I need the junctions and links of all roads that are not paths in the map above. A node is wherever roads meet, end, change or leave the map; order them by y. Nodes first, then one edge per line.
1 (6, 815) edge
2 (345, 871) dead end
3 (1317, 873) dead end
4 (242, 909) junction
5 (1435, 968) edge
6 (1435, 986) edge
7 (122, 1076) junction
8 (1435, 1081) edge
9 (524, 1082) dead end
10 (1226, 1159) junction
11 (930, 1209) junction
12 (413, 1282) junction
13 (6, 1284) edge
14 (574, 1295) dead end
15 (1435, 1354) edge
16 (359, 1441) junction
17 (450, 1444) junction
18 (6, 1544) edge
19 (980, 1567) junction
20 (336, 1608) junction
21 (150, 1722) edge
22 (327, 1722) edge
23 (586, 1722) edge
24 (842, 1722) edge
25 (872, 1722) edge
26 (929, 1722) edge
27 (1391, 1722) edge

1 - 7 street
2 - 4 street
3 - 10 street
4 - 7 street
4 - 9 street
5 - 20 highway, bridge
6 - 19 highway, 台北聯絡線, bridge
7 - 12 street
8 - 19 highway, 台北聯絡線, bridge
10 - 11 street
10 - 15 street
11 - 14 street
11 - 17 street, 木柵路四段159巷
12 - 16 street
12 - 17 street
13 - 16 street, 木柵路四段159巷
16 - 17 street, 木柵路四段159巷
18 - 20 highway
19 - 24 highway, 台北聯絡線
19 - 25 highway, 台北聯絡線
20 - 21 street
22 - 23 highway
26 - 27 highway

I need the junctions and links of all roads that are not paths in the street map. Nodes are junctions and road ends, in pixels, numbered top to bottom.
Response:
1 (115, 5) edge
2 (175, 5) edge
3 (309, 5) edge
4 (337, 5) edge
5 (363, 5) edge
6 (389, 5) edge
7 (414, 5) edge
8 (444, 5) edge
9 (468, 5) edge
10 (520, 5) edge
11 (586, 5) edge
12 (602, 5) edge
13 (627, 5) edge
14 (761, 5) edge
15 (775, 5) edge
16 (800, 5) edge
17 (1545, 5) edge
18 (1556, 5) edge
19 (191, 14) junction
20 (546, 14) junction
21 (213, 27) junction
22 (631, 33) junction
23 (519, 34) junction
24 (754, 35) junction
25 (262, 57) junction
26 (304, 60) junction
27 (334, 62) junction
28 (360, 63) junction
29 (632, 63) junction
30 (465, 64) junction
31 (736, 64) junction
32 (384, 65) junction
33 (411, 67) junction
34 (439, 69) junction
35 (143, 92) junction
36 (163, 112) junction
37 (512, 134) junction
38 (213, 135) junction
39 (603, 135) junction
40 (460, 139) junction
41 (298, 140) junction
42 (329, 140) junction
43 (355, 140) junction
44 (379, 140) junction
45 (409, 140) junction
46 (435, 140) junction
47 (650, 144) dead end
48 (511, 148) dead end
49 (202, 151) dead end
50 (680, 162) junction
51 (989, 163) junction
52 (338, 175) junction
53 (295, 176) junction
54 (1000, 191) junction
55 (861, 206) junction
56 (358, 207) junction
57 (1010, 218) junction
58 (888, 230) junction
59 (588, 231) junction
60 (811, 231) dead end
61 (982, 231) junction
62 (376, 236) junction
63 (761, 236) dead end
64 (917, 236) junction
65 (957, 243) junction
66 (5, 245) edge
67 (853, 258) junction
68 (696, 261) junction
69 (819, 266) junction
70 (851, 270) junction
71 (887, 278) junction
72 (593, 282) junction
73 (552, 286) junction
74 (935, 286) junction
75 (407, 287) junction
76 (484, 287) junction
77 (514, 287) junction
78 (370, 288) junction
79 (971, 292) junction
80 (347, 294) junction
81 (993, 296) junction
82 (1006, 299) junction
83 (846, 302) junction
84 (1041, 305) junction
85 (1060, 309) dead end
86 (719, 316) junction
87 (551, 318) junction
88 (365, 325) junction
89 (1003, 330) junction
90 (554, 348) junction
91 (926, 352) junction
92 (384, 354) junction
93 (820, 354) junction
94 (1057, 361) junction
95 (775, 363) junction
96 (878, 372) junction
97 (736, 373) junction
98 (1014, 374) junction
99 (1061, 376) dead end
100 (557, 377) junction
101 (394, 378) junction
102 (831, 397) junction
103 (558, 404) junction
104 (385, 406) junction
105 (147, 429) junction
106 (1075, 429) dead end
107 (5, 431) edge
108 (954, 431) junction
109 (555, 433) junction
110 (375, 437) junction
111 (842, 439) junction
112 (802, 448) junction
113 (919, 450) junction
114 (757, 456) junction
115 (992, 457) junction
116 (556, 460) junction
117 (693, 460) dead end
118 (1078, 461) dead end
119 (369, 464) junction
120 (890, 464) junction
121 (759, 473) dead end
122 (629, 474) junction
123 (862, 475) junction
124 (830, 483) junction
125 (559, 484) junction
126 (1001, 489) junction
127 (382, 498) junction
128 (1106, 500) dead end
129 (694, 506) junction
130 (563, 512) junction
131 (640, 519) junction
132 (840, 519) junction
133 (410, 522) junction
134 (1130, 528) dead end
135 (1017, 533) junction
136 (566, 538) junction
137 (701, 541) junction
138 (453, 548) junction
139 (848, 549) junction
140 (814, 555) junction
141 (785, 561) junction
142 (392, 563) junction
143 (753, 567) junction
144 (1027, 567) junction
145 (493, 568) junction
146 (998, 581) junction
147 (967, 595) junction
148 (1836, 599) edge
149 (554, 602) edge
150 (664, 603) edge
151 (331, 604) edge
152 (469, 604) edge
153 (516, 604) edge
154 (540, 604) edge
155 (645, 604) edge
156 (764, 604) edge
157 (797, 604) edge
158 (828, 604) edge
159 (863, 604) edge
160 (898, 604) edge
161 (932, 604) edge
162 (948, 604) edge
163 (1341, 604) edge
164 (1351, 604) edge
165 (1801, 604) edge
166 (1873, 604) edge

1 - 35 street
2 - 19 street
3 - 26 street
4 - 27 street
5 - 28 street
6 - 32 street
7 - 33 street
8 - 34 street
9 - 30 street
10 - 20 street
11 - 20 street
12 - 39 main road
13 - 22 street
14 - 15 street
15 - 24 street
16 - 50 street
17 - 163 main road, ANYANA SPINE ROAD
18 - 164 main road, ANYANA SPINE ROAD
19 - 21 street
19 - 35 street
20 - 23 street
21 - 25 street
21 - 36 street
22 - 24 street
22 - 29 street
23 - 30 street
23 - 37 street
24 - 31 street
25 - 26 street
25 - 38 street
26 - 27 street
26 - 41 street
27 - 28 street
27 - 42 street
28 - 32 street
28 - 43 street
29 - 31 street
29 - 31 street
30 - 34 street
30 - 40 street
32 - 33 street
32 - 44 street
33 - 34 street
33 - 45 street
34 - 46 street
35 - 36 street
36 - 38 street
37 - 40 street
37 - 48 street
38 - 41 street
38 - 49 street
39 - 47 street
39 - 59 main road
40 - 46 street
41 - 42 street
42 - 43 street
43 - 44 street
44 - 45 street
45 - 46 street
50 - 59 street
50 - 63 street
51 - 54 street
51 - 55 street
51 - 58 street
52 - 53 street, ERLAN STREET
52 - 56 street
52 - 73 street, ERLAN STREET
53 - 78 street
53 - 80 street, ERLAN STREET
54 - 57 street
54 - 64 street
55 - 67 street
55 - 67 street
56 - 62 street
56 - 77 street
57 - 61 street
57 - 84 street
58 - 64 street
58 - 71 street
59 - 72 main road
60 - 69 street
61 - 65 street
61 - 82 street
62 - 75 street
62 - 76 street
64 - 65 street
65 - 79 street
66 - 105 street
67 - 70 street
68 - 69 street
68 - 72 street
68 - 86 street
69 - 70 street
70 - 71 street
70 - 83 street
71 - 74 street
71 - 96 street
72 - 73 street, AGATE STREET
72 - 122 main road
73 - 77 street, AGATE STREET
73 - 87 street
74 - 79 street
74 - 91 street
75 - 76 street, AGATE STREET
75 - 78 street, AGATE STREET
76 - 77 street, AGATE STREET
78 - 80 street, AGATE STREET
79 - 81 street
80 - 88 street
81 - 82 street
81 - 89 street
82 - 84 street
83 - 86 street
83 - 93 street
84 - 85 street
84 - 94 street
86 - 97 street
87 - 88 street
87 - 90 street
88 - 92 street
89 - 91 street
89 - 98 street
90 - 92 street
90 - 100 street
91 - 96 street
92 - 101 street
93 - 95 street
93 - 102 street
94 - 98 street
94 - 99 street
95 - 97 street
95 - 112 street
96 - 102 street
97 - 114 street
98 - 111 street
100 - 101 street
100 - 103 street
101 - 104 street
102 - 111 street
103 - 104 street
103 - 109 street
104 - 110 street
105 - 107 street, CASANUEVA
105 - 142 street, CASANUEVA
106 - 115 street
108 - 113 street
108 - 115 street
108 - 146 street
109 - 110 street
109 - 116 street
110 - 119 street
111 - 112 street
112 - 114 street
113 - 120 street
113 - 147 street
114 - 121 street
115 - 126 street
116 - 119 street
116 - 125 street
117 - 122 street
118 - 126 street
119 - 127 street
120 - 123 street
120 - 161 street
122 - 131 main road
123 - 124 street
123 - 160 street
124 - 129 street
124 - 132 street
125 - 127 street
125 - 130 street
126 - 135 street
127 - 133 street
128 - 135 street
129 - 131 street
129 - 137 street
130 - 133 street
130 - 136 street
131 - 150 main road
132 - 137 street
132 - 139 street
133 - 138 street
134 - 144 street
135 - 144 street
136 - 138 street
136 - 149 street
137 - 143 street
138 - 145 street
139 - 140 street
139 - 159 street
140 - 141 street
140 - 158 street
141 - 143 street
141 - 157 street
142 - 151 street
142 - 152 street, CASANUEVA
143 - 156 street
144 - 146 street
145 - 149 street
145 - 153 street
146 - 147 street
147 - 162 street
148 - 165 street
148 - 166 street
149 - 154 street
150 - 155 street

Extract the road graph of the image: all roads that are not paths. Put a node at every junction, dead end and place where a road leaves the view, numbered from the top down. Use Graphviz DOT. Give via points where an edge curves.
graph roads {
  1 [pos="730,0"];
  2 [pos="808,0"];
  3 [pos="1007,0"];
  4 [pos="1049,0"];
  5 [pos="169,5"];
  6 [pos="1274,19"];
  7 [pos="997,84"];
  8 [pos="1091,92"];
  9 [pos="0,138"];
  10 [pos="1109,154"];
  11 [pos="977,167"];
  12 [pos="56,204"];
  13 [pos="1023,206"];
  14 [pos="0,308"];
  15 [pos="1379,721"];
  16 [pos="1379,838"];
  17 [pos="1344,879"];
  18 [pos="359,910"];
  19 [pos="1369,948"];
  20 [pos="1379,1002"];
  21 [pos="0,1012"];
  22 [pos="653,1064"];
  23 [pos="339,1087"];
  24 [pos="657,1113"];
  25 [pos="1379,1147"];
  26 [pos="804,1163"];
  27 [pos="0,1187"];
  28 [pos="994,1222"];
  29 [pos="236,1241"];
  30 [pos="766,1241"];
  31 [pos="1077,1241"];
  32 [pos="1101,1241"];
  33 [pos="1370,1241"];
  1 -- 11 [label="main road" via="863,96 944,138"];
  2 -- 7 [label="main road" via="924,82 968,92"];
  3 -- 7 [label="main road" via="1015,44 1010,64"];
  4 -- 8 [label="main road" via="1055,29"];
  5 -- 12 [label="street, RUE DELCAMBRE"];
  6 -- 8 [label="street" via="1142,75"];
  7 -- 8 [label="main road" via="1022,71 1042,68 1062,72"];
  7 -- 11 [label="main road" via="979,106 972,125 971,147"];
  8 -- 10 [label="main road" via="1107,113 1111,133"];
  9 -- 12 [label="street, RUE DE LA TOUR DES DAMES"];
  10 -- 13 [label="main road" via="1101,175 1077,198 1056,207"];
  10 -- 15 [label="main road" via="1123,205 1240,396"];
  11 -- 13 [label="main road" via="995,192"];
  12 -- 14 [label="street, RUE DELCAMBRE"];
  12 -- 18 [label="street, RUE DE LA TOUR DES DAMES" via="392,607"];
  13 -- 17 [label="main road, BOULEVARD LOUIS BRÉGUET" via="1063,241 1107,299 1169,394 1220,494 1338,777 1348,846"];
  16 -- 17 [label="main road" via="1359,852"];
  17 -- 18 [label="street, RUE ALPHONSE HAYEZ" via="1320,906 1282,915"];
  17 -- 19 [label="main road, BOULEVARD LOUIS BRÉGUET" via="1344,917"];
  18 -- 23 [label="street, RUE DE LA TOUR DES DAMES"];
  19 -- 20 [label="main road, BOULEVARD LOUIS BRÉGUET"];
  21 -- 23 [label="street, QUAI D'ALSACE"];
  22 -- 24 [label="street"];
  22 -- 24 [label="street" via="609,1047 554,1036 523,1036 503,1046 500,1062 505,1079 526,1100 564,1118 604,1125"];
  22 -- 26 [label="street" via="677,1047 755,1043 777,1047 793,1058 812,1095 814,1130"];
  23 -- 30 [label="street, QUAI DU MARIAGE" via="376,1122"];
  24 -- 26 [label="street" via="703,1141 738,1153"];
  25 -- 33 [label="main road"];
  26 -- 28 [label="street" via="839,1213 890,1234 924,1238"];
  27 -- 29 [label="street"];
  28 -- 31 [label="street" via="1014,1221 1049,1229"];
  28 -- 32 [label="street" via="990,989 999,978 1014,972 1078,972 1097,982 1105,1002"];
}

**Task prompt:**
Reproduce the listing word for word from its first line up to and including the line with "top to bottom.". Give no other lines.

**Result for this exercise:**
I need the junctions and links of all roads that are not paths in the map above. A node is wherever roads meet, end, change or leave the map; order them by y. Nodes first, then one edge per line.
1 (6, 815) edge
2 (345, 871) dead end
3 (1317, 873) dead end
4 (242, 909) junction
5 (1435, 968) edge
6 (1435, 986) edge
7 (122, 1076) junction
8 (1435, 1081) edge
9 (524, 1082) dead end
10 (1226, 1159) junction
11 (930, 1209) junction
12 (413, 1282) junction
13 (6, 1284) edge
14 (574, 1295) dead end
15 (1435, 1354) edge
16 (359, 1441) junction
17 (450, 1444) junction
18 (6, 1544) edge
19 (980, 1567) junction
20 (336, 1608) junction
21 (150, 1722) edge
22 (327, 1722) edge
23 (586, 1722) edge
24 (842, 1722) edge
25 (872, 1722) edge
26 (929, 1722) edge
27 (1391, 1722) edge

1 - 7 street
2 - 4 street
3 - 10 street
4 - 7 street
4 - 9 street
5 - 20 highway, bridge
6 - 19 highway, 台北聯絡線, bridge
7 - 12 street
8 - 19 highway, 台北聯絡線, bridge
10 - 11 street
10 - 15 street
11 - 14 street
11 - 17 street, 木柵路四段159巷
12 - 16 street
12 - 17 street
13 - 16 street, 木柵路四段159巷
16 - 17 street, 木柵路四段159巷
18 - 20 highway
19 - 24 highway, 台北聯絡線
19 - 25 highway, 台北聯絡線
20 - 21 street
22 - 23 highway
26 - 27 highway

I need the junctions and links of all roads that are not paths in the street map. Nodes are junctions and road ends, in pixels, numbered top to bottom.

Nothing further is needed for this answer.